**Aim of the exercise**
Once you find the line in the listing below that contains "pinky mcp: (1591, 957)", copy it and every following line exactly, stopping at the end.

**Data in this exercise**

################

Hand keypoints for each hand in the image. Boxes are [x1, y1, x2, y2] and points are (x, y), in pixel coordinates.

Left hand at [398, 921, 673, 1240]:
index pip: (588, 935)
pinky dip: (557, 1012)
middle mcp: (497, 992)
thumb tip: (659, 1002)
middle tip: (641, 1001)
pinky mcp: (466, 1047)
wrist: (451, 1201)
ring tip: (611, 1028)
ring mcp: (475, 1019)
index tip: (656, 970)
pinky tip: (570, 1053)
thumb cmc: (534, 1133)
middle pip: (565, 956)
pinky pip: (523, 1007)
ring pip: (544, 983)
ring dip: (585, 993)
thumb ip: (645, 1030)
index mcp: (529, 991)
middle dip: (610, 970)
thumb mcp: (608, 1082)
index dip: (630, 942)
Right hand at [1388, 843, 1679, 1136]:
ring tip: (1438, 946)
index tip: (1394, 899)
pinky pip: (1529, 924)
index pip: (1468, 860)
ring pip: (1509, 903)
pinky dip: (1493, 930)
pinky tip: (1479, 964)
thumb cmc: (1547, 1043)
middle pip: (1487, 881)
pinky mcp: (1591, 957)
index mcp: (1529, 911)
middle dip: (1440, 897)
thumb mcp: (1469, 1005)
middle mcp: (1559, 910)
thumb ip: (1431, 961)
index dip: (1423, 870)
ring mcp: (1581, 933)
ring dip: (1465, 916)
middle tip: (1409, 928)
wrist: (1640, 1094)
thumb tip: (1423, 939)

################

**Solution**
pinky mcp: (1591, 957)
index mcp: (1529, 911)
middle dip: (1440, 897)
thumb mcp: (1469, 1005)
middle mcp: (1559, 910)
thumb ip: (1431, 961)
index dip: (1423, 870)
ring mcp: (1581, 933)
ring dip: (1465, 916)
middle tip: (1409, 928)
wrist: (1640, 1094)
thumb tip: (1423, 939)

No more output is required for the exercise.